Di Antonio Cristian Tanzilli. Per la valorizzazione dei Santi.
Ogni anno, il 1° e 2 agosto, milioni di fedeli si recano ad Assisi, spiritualmente o fisicamente, per ricevere l’indulgenza plenaria del “Perdono di Assisi”, una delle grazie più straordinarie volute da San Francesco.
Le origini
La tradizione racconta che nella notte tra il 1° e il 2 agosto del 1216, San Francesco d’Assisi, mentre era in preghiera nella Porziuncola (una piccola cappella situata all’interno della Basilica di Santa Maria degli Angeli), ebbe una visione di Gesù e della Vergine Maria, circondati da angeli.
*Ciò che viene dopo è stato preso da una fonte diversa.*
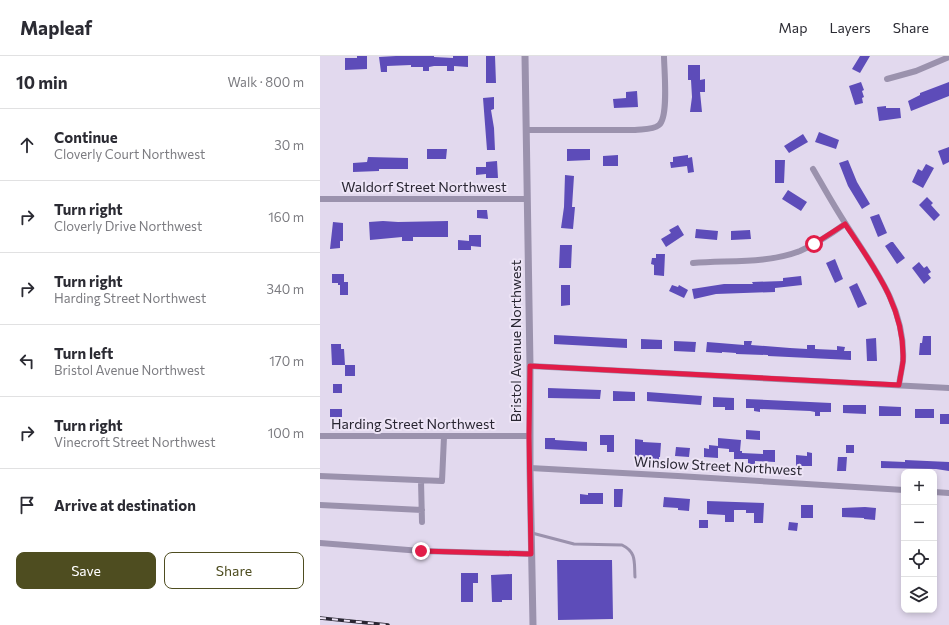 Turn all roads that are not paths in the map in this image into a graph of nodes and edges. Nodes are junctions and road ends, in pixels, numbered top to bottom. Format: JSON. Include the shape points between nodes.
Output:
{"nodes":[{"id":1,"x":524,"y":56,"type":"edge"},
{"id":2,"x":664,"y":56,"type":"edge"},
{"id":3,"x":949,"y":58,"type":"edge"},
{"id":4,"x":887,"y":79,"type":"dead end"},
{"id":5,"x":526,"y":130,"type":"junction"},
{"id":6,"x":813,"y":169,"type":"dead end"},
{"id":7,"x":320,"y":199,"type":"edge"},
{"id":8,"x":527,"y":199,"type":"junction"},
{"id":9,"x":845,"y":224,"type":"junction"},
{"id":10,"x":693,"y":263,"type":"dead end"},
{"id":11,"x":530,"y":366,"type":"junction"},
{"id":12,"x":899,"y":385,"type":"junction"},
{"id":13,"x":949,"y":388,"type":"edge"},
{"id":14,"x":320,"y":436,"type":"edge"},
{"id":15,"x":529,"y":436,"type":"junction"},
{"id":16,"x":444,"y":437,"type":"junction"},
{"id":17,"x":530,"y":468,"type":"junction"},
{"id":18,"x":320,"y":476,"type":"edge"},
{"id":19,"x":421,"y":481,"type":"junction"},
{"id":20,"x":901,"y":490,"type":"edge"},
{"id":21,"x":937,"y":492,"type":"edge"},
{"id":22,"x":949,"y":493,"type":"edge"},
{"id":23,"x":320,"y":505,"type":"edge"},
{"id":24,"x":422,"y":510,"type":"junction"},
{"id":25,"x":422,"y":522,"type":"dead end"},
{"id":26,"x":531,"y":532,"type":"junction"},
{"id":27,"x":320,"y":543,"type":"edge"},
{"id":28,"x":531,"y":554,"type":"junction"},
{"id":29,"x":634,"y":577,"type":"dead end"},
{"id":30,"x":533,"y":625,"type":"edge"}],
"edges":[{"from":1,"to":5,"type":"street","name":"Bristol Avenue Northwest"},
{"from":2,"to":5,"type":"street","via":[[665,108],[660,124],[652,128],[635,130]]},
{"from":3,"to":4,"type":"street"},
{"from":5,"to":8,"type":"street","name":"Bristol Avenue Northwest"},
{"from":6,"to":9,"type":"street"},
{"from":7,"to":8,"type":"street","name":"Waldorf Street Northwest"},
{"from":8,"to":11,"type":"street","name":"Bristol Avenue Northwest"},
{"from":9,"to":10,"type":"street","via":[[802,250],[766,260]]},
{"from":9,"to":12,"type":"street","via":[[880,277],[893,302],[902,340],[903,361]]},
{"from":11,"to":12,"type":"street"},
{"from":11,"to":15,"type":"street","name":"Bristol Avenue Northwest"},
{"from":12,"to":13,"type":"street"},
{"from":14,"to":16,"type":"street","name":"Harding Street Northwest"},
{"from":15,"to":16,"type":"street","name":"Harding Street Northwest"},
{"from":15,"to":17,"type":"street","name":"Bristol Avenue Northwest"},
{"from":16,"to":19,"type":"street","via":[[442,481]]},
{"from":17,"to":20,"type":"street","name":"Winslow Street Northwest"},
{"from":17,"to":26,"type":"street","name":"Bristol Avenue Northwest"},
{"from":18,"to":19,"type":"street"},
{"from":19,"to":24,"type":"street"},
{"from":21,"to":22,"type":"street"},
{"from":23,"to":24,"type":"street"},
{"from":24,"to":25,"type":"street"},
{"from":26,"to":28,"type":"street","name":"Bristol Avenue Northwest"},
{"from":26,"to":29,"type":"lane","via":[[574,544],[622,545],[629,549],[634,557]]},
{"from":27,"to":28,"type":"street","via":[[421,551]]},
{"from":28,"to":30,"type":"street","name":"Bristol Avenue Northwest"}]} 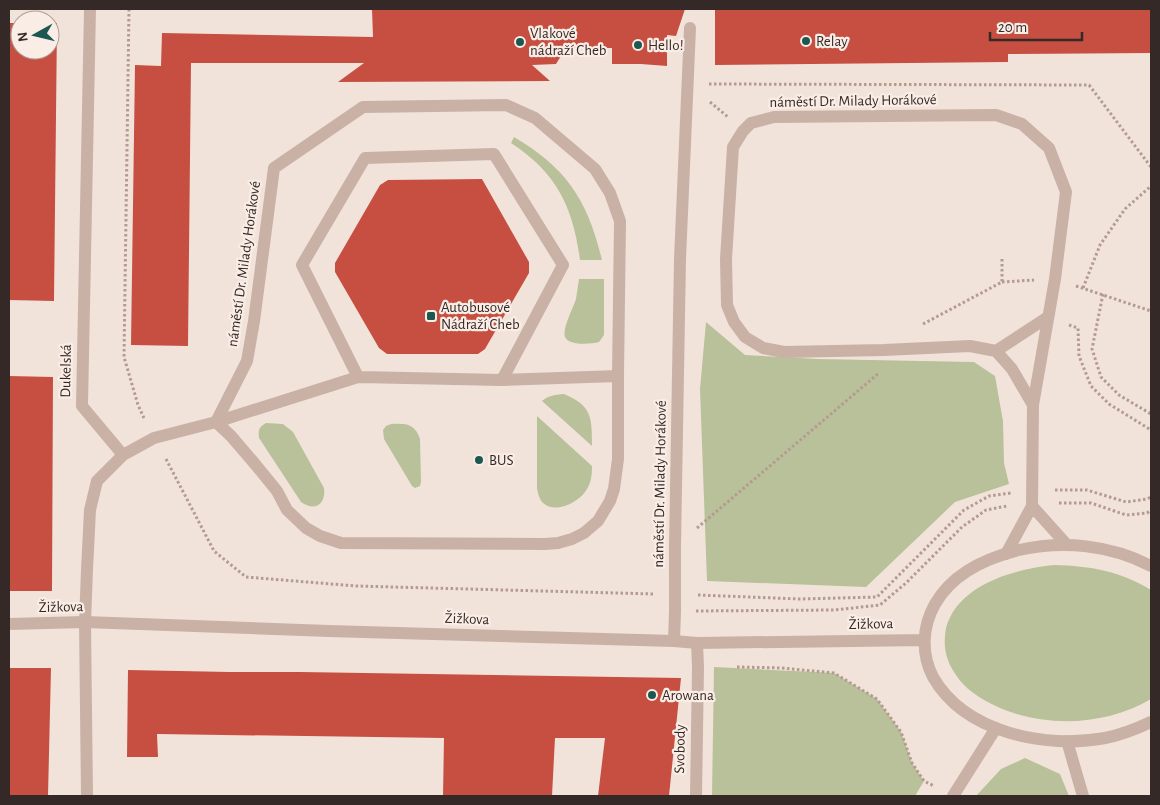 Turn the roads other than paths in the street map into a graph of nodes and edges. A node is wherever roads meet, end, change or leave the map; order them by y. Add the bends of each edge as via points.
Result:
1 (90, 9) edge
2 (690, 28) dead end
3 (1048, 317) junction
4 (996, 351) junction
5 (358, 376) junction
6 (618, 376) junction
7 (502, 380) junction
8 (1033, 405) junction
9 (216, 422) junction
10 (123, 455) junction
11 (1032, 504) junction
12 (1067, 545) junction
13 (1006, 554) junction
14 (1151, 566) edge
15 (86, 622) junction
16 (9, 624) edge
17 (924, 640) junction
18 (674, 641) junction
19 (697, 643) junction
20 (1151, 722) edge
21 (996, 728) junction
22 (1067, 741) junction
23 (87, 796) edge
24 (696, 796) edge
25 (953, 796) edge
26 (1084, 796) edge

1 - 10 street, Dukelská via 82,406
2 - 18 street, náměstí Dr. Milady Horákové via 680,259
3 - 4 street
3 - 4 street, náměstí Dr. Milady Horákové via 1066,192 1048,148 1022,124 996,115 774,117 750,123 734,147 726,259 726,305 745,337 763,348 784,352 970,346
3 - 8 street, náměstí Dr. Milady Horákové
4 - 8 street via 1012,369
5 - 7 street
5 - 7 street via 302,265 365,158 494,154 563,265
5 - 9 street
6 - 7 street
6 - 9 street, náměstí Dr. Milady Horákové via 618,459 610,501 598,521 584,533 558,543 341,543 320,536 287,510 277,491
6 - 9 street, náměstí Dr. Milady Horákové via 620,221 610,193 594,169 535,118 506,105 363,107 274,168 247,361
8 - 11 street, náměstí Dr. Milady Horákové
9 - 10 street via 154,438
10 - 15 street via 97,481 90,510
11 - 12 street
11 - 13 street, náměstí Dr. Milady Horákové
12 - 13 street
12 - 14 street via 1109,550
13 - 17 street via 965,572 947,588 936,602
15 - 16 street, Žižkova
15 - 18 street, Žižkova
15 - 23 street
17 - 19 street, Žižkova
17 - 21 street via 930,668 944,693 962,710
18 - 19 street, Žižkova
19 - 24 street, Svobody
20 - 22 street via 1105,738
21 - 22 street via 1042,740
21 - 25 street
22 - 26 street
Il Signore gli chiese cosa desiderasse per la salvezza delle anime, e Francesco rispose:
“Ti chiedo, Signore, che tutti coloro che, pentiti e confessati, verranno in questo luogo possano ottenere un ampio e generoso perdono, con completa remissione di tutte le colpe e pene.”
Gesù acconsentì alla richiesta del Santo, ma gli chiese di recarsi dal Papa per ottenere l’approvazione ufficiale.
San Francesco si recò da Papa Onorio III, che, nonostante l’eccezionalità della richiesta (l’indulgenza era concessa solo con pellegrinaggi lunghi e sacrifici), concesse il “Perdono” per un solo giorno all’anno, il 2 agosto. Successivamente, la Chiesa ne ha esteso la durata dal mezzogiorno del 1° agosto fino alla mezzanotte del 2 agosto.
Che cos’è l’indulgenza plenaria?
L’indulgenza plenaria è la remissione di tutte le pene temporali dovute ai peccati già confessati e assolti, una grazia straordinaria che ci libera completamente dalle conseguenze del peccato.
Le condizioni per riceverla
Il Perdono di Assisi si può ottenere:
visitando una chiesa francescana, la propria parrocchia o la Porziuncola (ad Assisi)
confessandosi nei giorni vicini
partecipando alla Messa e ricevendo la Comunione
pregando secondo le intenzioni del Papa
recitando il Credo e il Padre Nostro
avendo un cuore distaccato da ogni peccato, anche veniale
L’indulgenza può essere richiesta una sola volta al giorno e può essere offerta per sé stessi o per un defunto.
Un messaggio attuale
Il Perdono di Assisi non è solo una pratica devozionale, ma un invito a riscoprire la misericordia di Dio, il valore del pentimento sincero e della riconciliazione. San Francesco ci ricorda che la salvezza è un dono gratuito, che Dio concede a chi si affida a Lui con cuore umile.
“Voglio mandarvi tutti in Paradiso!” disse Francesco.
Ed è questo il cuore del Perdono di Assisi: l’amore che libera, guarisce e salva.